H1N1-0

09 November 2009

unwell

By Wendy Litner

The notion of survival of the fittest terrifies me.  My fear isn’t of the theological kind, borne out of any deeply held belief in the dogmas of creationism, but rather it is because I am just not very fit.  When learning about the Bubonic plague and other historical human disasters, I have always been certain that I would have been one of the first to go.   In fact, my picture likely would have made it into the textbooks as figure 1.1,  an ‘extreme case.’   It’s as if I was made with cheap, foreign parts in the eighties that have since been ubiquitously banned by international health authorities in the new millennium.  As a result of my sub-par constitution I generally have the immune system of a gnat, even suffering from seasonal allergies, in every single season.  According to my allergist, I am allergic to trees.  As a species. 

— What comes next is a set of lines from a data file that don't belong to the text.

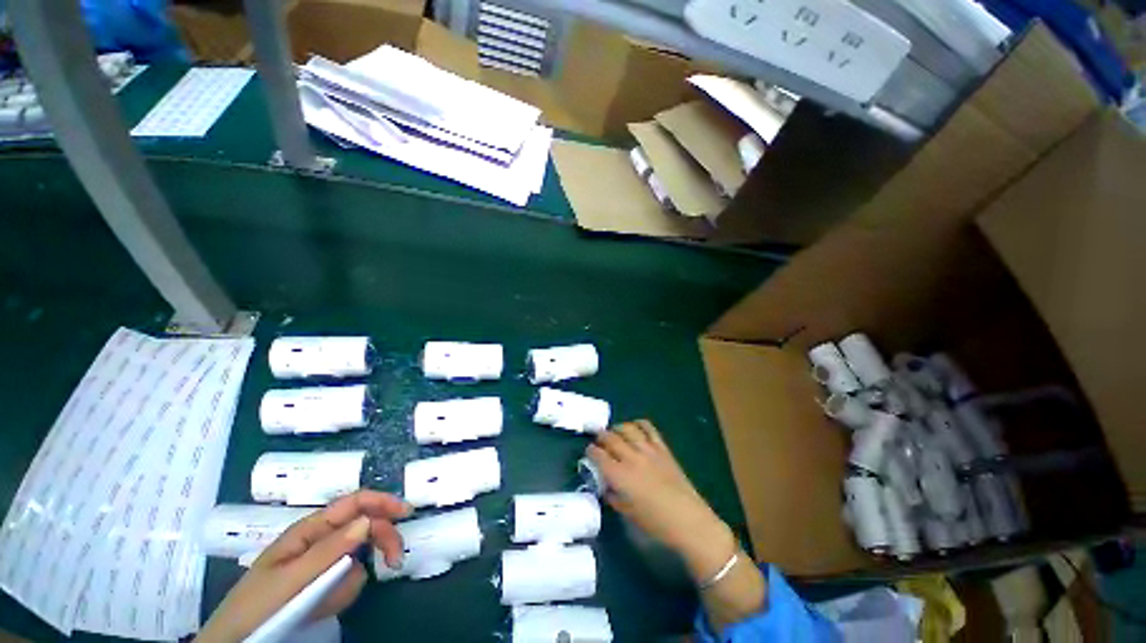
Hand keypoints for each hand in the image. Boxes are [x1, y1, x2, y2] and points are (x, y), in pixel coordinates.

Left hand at [197, 491, 411, 641]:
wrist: (237, 641)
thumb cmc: (257, 607)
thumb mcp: (290, 580)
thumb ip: (329, 550)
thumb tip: (368, 520)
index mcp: (309, 530)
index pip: (353, 503)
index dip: (382, 501)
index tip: (406, 512)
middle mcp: (319, 539)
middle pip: (364, 526)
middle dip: (381, 540)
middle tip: (395, 562)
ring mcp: (322, 561)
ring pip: (358, 557)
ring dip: (352, 578)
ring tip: (327, 601)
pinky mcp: (323, 581)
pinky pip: (348, 579)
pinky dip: (343, 592)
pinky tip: (323, 605)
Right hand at [587, 420, 736, 580]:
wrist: (688, 519)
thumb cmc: (655, 523)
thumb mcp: (628, 513)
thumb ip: (613, 496)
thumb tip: (607, 486)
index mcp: (620, 476)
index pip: (598, 455)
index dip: (591, 451)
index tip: (589, 451)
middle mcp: (631, 458)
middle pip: (610, 438)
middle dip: (601, 436)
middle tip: (599, 440)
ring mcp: (648, 450)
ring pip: (627, 429)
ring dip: (617, 428)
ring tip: (615, 432)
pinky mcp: (662, 448)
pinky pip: (648, 428)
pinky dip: (639, 424)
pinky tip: (635, 427)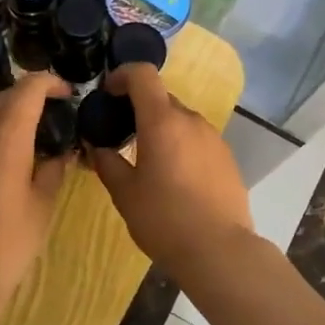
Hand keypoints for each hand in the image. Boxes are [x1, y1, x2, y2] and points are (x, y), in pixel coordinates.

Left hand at [0, 73, 71, 322]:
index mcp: (3, 139)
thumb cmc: (6, 245)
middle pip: (6, 97)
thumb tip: (61, 150)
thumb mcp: (42, 206)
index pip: (27, 89)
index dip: (49, 83)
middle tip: (59, 113)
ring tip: (38, 136)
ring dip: (13, 114)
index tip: (69, 93)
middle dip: (32, 96)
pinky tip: (13, 156)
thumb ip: (53, 168)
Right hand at [86, 64, 252, 281]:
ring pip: (180, 120)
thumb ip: (107, 163)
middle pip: (161, 98)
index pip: (143, 74)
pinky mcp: (227, 157)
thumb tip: (97, 148)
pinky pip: (197, 139)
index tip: (107, 93)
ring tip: (147, 161)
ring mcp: (213, 138)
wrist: (219, 250)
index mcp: (162, 121)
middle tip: (120, 135)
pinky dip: (180, 145)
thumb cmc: (164, 219)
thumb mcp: (124, 194)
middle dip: (138, 108)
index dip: (122, 75)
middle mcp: (191, 120)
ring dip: (161, 129)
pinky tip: (174, 178)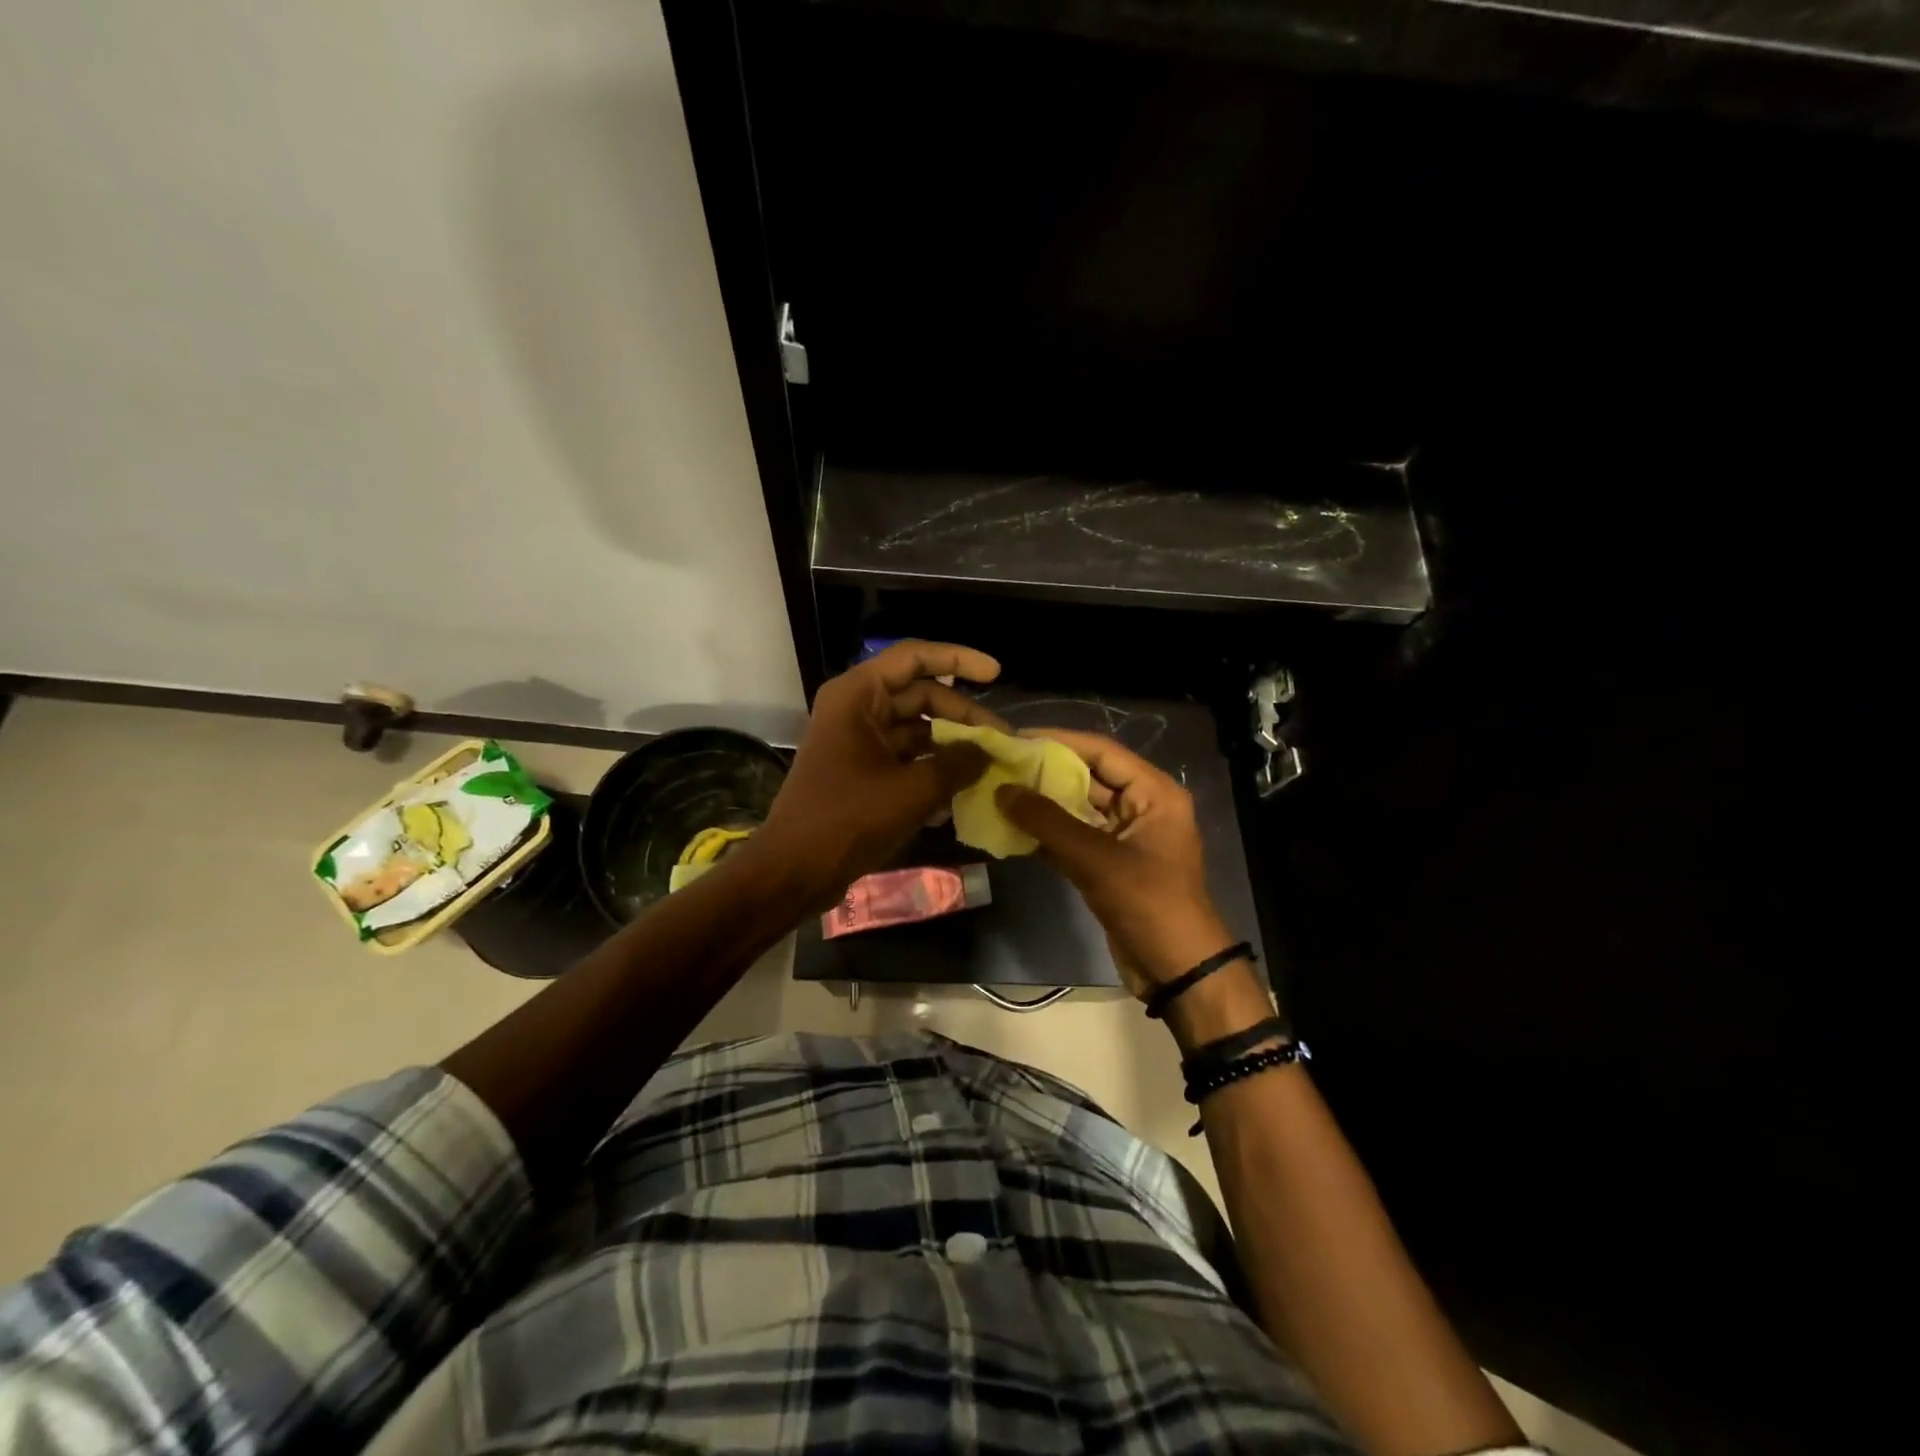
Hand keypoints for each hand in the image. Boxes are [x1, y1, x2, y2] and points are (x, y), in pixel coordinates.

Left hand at [751, 641, 1001, 900]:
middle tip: (1003, 738)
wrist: (794, 869)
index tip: (997, 674)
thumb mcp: (913, 791)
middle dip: (963, 715)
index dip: (959, 659)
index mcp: (859, 695)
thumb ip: (958, 764)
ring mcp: (858, 741)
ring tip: (990, 764)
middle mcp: (857, 708)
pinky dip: (933, 768)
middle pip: (921, 695)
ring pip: (917, 728)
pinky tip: (962, 791)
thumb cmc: (848, 819)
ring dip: (952, 744)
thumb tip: (988, 753)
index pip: (915, 657)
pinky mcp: (862, 770)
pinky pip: (906, 757)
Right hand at [995, 730, 1254, 1013]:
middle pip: (1089, 777)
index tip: (1015, 737)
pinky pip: (1074, 838)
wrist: (1178, 971)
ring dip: (1042, 805)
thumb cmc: (1148, 903)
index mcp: (1154, 793)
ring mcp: (1125, 837)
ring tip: (998, 792)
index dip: (1059, 740)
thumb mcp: (1097, 859)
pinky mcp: (1110, 865)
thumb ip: (1048, 822)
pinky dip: (1046, 835)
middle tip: (1000, 764)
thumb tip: (1003, 790)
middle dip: (1046, 772)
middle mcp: (1142, 807)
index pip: (1101, 751)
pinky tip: (1011, 830)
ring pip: (1078, 809)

That I am going to get the swine flu this season is therefore a certainty and it seems particularly unfair as I have recently become a vegetarian.  Notwithstanding my dietary allegiance to the pig, that bug is gunning for my poor asthmatic lungs, I just know it.  I intend to stand in line for the shot just as soon as the high priority patients have been treated but am convinced they will run out of the vaccine just as soon as I get to the front of the line.  My luck is typically as good as my immune system. 

This flu frenzy has confirmed my childhood fears that natural selection, if given the chance, would pick me last to be on its gym class dodgeball team.  But as I am on heightened alert for flu like symptoms, I begin to wonder: why do I have to wait for natural selection to pick me?  Why can’t I be captain of my own awesome team?  With plenty of vitamin C and a conscious effort to stay calm, maybe, just maybe, I can put a couple of points on the scoreboard and keep H1N1 at bay.  After all, doesn’t everyone love an underdog story?


3 Responses to “H1N1-0”  arrow

  1. Sarit says:

    I would pick you to be on my dodgeball team. Seriously.

  2. Kathy Kinsey says:

    Keep them coming, Wendy. You have the best writing style!

  3. Alissa Raphael says:

    Fabulous Piece!
    I was laughing my head off reading it – while at the same time remembering you sneezing into Kleenex in your office while talking to me.